Jamie Stephens

Personal information
- Full name: Jamie Stephens
- Date of birth: 25 August 1993 (age 32)
- Place of birth: Wotton-under-Edge, England
- Height: 1.88 m (6 ft 2 in)
- Position: Goalkeeper

Youth career
- 2006–2007: Forest Green Rovers
- 2007–2010: Swindon Town
- 2010–2011: Liverpool

Senior career*
- Years: Team / Apps / (Gls)
- 2011–2013: Liverpool / 0 / (0)
- 2013: → Airbus UK Broughton (loan) / 13 / (0)
- 2013–2015: Newport County / 9 / (0)
- 2014: → Gloucester City (loan) / 4 / (0)
- 2015–2018: Barnet / 58 / (0)
- 2020: Northwood / 2 / (0)

= Jamie Stephens =

English footballer

James Edward Stephens (born 25 August 1993) is a former English football goalkeeper who now works as a goalkeeping coach for National League North club Bedford Town.

==Career==
Stephens started his career in the youth set up at Forest Green Rovers but moved to Swindon Town where his impressive showings brought him to the attention of Liverpool who signed him up for their academy in April 2010. He spent the 2012–13 season on loan at Airbus UK Broughton.

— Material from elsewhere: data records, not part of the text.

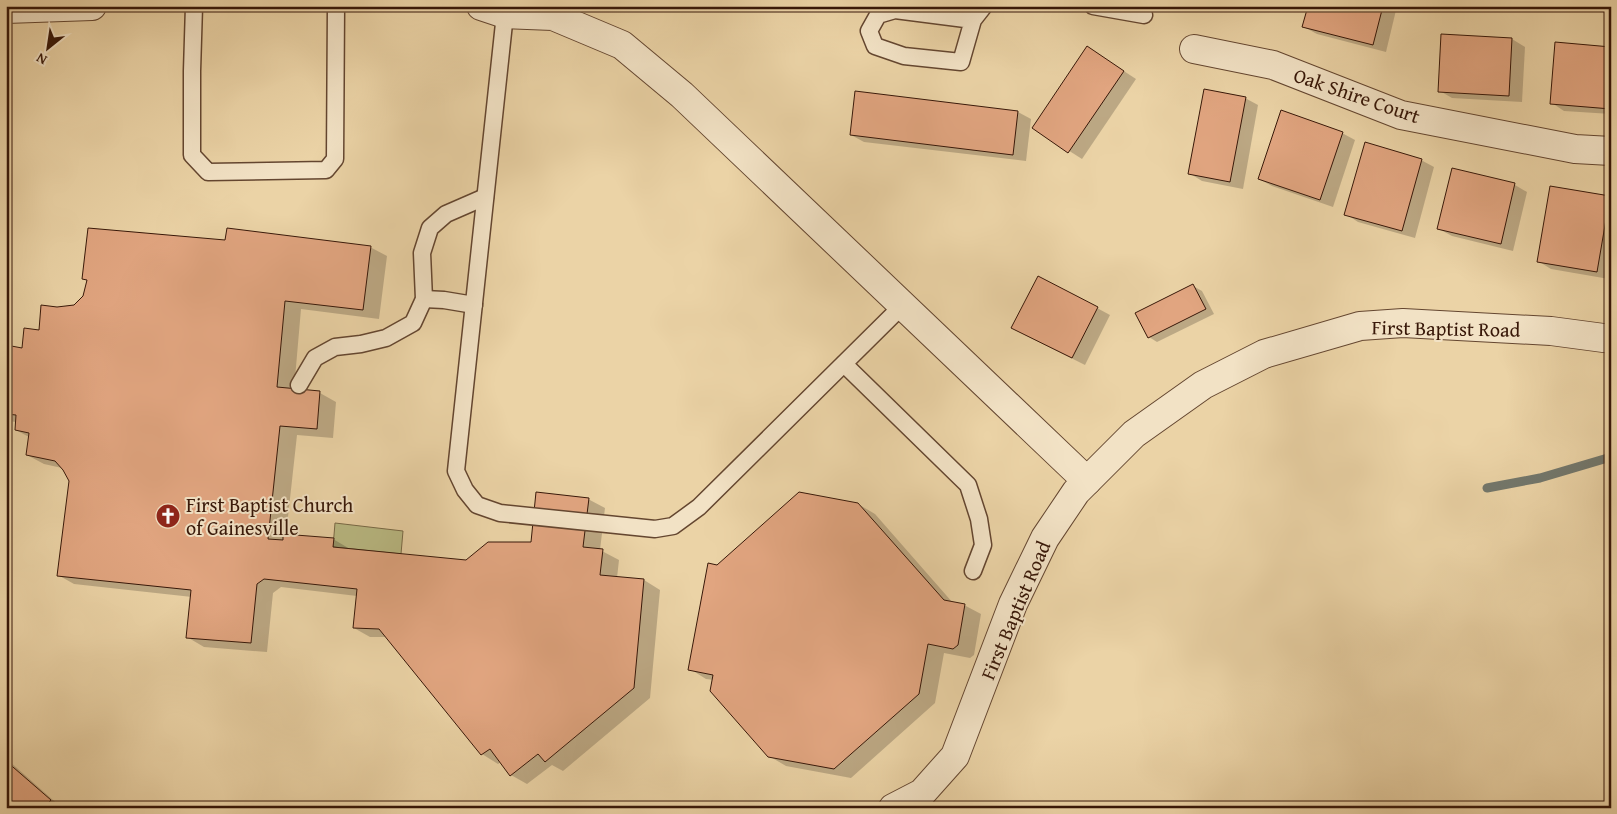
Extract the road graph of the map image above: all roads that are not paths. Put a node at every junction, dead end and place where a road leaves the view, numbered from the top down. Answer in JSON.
{"nodes":[{"id":1,"x":92,"y":6,"type":"edge"},
{"id":2,"x":194,"y":6,"type":"edge"},
{"id":3,"x":336,"y":6,"type":"edge"},
{"id":4,"x":984,"y":6,"type":"edge"},
{"id":5,"x":1094,"y":6,"type":"edge"},
{"id":6,"x":6,"y":9,"type":"edge"},
{"id":7,"x":493,"y":10,"type":"edge"},
{"id":8,"x":1144,"y":15,"type":"dead end"},
{"id":9,"x":973,"y":20,"type":"junction"},
{"id":10,"x":1194,"y":48,"type":"dead end"},
{"id":11,"x":1611,"y":151,"type":"edge"},
{"id":12,"x":485,"y":197,"type":"junction"},
{"id":13,"x":424,"y":299,"type":"junction"},
{"id":14,"x":474,"y":305,"type":"junction"},
{"id":15,"x":902,"y":306,"type":"junction"},
{"id":16,"x":1611,"y":339,"type":"edge"},
{"id":17,"x":844,"y":364,"type":"junction"},
{"id":18,"x":299,"y":385,"type":"dead end"},
{"id":19,"x":1087,"y":481,"type":"junction"},
{"id":20,"x":973,"y":571,"type":"dead end"},
{"id":21,"x":893,"y":808,"type":"edge"}],
"edges":[{"from":1,"to":6,"type":"street"},
{"from":2,"to":3,"type":"lane"},
{"from":4,"to":9,"type":"lane"},
{"from":5,"to":8,"type":"lane"},
{"from":7,"to":12,"type":"lane"},
{"from":7,"to":15,"type":"street"},
{"from":9,"to":9,"type":"lane"},
{"from":10,"to":11,"type":"street","name":"Oak Shire Court"},
{"from":12,"to":13,"type":"lane"},
{"from":12,"to":14,"type":"lane"},
{"from":13,"to":14,"type":"lane"},
{"from":13,"to":18,"type":"lane"},
{"from":14,"to":17,"type":"lane"},
{"from":15,"to":17,"type":"lane"},
{"from":15,"to":19,"type":"street"},
{"from":16,"to":19,"type":"street","name":"First Baptist Road"},
{"from":17,"to":20,"type":"lane"},
{"from":19,"to":21,"type":"street","name":"First Baptist Road"}]}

He was released by Liverpool in July 2013 and joined Newport County. He made his Football League debut for Newport in a League Two clash with Accrington Stanley on 3 August 2013. He made his League Cup debut in Newport's first round 3–1 win at Brighton & Hove Albion on 7 August 2013. In September 2014 Stephens was due to join Brackley Town on loan but issues with international clearance prevented the move to Brackley and he subsequently joined Gloucester City on loan in October 2014.

He was released by Newport in May 2015 at the end of his contract. On 6 August 2015, he signed for Barnet on a one-year deal. He won Barnet Player of the Year 2016–17, as well as the Fan's Player of the Year Award. He was released by Barnet at the end of the 2017–18 season.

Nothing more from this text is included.